Le FEW rattache le verbe  panar au  latin pannus « morceau de tissu » et l’auteur explique  le lien sémantique ainsi :   Panar signifie  « couvrir quelque chose avec un tissu   pour ensuite le voler » comme le faisaient certains marchands pendant des foires ou marchés. Plus tard panar devient « voler, dépouiller » tout court.   Une explication qui ne m’a pas convaincu.

L’étymon pannus est à la base d’une très grande famille de mots dans tout le domaine galloroman. Dans le nord et l’est ( wallon, Flandres, lorrain, ancien et moyen français) le mot pan a pris le sens « gage, nantissement ». Ce sens  existe aussi dans les langues germaniques depuis les premiers textes: ancien haut allemand Pfant, phand, ancien néerlandais, dans une forme latinisée pandum (1114; EWN)., ancien frison pan, pant, tous avec le sens « gage ». D’après Grimm, suivi par EWN et FEW, il s’agit d’un emprunt très ancien au galloroman.
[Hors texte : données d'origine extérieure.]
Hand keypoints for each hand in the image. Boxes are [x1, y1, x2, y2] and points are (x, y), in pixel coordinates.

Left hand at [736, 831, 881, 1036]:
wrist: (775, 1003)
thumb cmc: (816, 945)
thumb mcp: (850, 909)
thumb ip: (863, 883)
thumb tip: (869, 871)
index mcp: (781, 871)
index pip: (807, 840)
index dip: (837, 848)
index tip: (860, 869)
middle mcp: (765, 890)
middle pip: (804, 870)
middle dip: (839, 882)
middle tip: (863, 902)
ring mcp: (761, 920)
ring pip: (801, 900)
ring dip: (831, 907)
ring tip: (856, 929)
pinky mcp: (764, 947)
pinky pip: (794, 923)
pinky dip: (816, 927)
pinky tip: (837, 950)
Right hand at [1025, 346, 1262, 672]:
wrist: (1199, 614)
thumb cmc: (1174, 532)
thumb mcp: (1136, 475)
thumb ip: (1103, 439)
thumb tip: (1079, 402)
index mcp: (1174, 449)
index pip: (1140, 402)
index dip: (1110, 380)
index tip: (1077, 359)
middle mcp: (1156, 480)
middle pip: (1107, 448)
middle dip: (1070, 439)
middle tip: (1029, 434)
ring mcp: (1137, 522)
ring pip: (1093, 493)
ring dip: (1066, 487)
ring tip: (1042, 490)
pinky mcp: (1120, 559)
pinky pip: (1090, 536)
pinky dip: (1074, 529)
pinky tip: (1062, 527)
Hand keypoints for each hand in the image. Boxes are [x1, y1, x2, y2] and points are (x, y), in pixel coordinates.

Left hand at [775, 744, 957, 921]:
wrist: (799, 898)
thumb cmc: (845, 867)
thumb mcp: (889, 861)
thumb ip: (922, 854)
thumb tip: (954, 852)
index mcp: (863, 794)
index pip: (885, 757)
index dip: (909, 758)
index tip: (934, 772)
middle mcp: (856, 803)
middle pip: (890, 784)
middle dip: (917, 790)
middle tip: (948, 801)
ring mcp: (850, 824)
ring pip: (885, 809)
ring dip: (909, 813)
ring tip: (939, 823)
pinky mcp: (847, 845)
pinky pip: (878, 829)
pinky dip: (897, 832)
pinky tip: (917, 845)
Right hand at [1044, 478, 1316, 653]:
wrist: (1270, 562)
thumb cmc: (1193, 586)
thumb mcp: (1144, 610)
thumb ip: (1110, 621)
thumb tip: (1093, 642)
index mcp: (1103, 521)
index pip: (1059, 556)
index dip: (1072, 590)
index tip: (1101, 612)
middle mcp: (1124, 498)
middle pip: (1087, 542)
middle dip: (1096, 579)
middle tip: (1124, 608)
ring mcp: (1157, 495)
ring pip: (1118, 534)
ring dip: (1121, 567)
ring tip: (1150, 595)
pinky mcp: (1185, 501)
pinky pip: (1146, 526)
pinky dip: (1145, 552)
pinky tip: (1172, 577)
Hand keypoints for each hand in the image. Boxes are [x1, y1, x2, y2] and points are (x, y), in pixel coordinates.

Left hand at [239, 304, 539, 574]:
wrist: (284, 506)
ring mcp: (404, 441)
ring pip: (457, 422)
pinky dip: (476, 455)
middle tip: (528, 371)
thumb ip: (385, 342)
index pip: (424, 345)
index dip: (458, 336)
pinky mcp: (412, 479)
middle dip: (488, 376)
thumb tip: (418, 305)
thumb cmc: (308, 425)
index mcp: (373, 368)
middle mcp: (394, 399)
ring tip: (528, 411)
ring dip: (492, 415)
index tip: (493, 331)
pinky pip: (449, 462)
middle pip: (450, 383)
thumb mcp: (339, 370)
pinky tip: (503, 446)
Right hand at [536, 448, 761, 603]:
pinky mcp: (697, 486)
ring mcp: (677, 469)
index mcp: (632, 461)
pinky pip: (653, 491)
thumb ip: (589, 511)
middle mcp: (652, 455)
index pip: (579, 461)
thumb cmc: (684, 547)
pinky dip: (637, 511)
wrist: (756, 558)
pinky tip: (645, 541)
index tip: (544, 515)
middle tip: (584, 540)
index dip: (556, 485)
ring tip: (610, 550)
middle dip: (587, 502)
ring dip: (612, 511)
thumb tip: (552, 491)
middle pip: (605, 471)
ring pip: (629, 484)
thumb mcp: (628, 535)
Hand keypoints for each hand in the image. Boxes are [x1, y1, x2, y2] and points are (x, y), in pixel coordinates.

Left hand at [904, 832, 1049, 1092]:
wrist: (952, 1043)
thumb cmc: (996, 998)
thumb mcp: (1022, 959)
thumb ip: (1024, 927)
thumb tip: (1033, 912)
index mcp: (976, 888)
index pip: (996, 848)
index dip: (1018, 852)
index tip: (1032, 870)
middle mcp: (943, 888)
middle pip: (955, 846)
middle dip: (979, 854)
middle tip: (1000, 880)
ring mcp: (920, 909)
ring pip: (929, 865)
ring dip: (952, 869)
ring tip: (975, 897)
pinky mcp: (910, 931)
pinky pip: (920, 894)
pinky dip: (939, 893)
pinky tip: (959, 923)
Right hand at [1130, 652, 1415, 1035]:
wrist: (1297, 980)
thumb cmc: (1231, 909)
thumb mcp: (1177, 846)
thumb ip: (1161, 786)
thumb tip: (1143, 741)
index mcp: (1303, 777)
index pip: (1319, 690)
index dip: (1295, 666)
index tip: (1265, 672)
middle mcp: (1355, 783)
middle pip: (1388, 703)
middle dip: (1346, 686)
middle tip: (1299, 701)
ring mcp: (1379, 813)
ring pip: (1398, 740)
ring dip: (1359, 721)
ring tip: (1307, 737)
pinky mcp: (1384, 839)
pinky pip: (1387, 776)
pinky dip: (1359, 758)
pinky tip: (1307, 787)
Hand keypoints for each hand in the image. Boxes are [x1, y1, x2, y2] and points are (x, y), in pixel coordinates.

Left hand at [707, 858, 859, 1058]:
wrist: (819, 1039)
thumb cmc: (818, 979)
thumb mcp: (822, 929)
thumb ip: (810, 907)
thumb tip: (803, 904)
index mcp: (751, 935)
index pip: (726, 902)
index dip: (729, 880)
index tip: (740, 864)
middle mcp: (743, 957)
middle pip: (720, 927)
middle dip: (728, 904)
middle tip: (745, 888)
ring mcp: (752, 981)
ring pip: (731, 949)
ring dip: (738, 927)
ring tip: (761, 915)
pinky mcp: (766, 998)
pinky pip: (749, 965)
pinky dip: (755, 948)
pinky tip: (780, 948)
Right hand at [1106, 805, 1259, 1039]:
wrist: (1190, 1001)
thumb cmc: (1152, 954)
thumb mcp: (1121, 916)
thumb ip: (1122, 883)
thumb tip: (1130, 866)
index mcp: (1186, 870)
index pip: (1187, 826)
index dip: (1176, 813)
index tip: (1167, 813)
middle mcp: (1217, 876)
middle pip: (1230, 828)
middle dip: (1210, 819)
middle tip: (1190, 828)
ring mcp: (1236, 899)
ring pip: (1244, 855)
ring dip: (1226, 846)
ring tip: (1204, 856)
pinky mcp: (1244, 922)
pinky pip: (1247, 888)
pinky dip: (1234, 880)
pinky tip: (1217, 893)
D’après le FEW (VII,562b) l’évolution sémantique de pan « chiffon, tissu » > « gage » et le  dérivé paner  qui prend le sens  « saisir comme gage  » s’expliquerait par le fait qu’à l’époque une quantité de drap était donnée au créancier comme gage. Mais je n’ai pas trouvé d’attestations de cette coutume.

Je crois qu’il faut partir du  latin pannus avec le sens  « morceau de drap, draperies, lambeaux ». C’est l’élément « morceau, partie de quelque chose » qui a pris plus d’importance au cours de l’évolution.  En ancien français ce sens est devenu prédominant. Godefroy définit L’ancien français pan signifie  « morceau, partie, portion de quelque chose » et il considère le sens « partie de vêtements ou tapisserie » comme secondaire. Le toponyme Panperdu « partie (de terrain) perdue (pour l’agriculture) » s’explique ainsi.
Le verbe paner, panner, (panir dans l’Est) a pris le sens  « saisir comme gage » au sens juridique. Le créancier prend un pan (une partie, un morceau) des biens du débiteur comme gage. Le verbe dérivé paner signifie « saisir un morceau, une partie », c’est-à-dire « saisir comme gage ». Ensuite en moyen français a eu lieu l’évolution de « saisir » >  » voler, dépouiller ». Par exemple dans les textes suivants: De .c. solz, pour ma paine, je vous ferai panner‘ (« De 100 sous pour ma peine je vous ferai saisir ») et un peu plus tard Les veves et beghines ont panneit ansimant (« Les veuves et beguines ont [-ils ] dépouillées également » ) (DMF). Ces deux attestations viennent du Nord du galloroman.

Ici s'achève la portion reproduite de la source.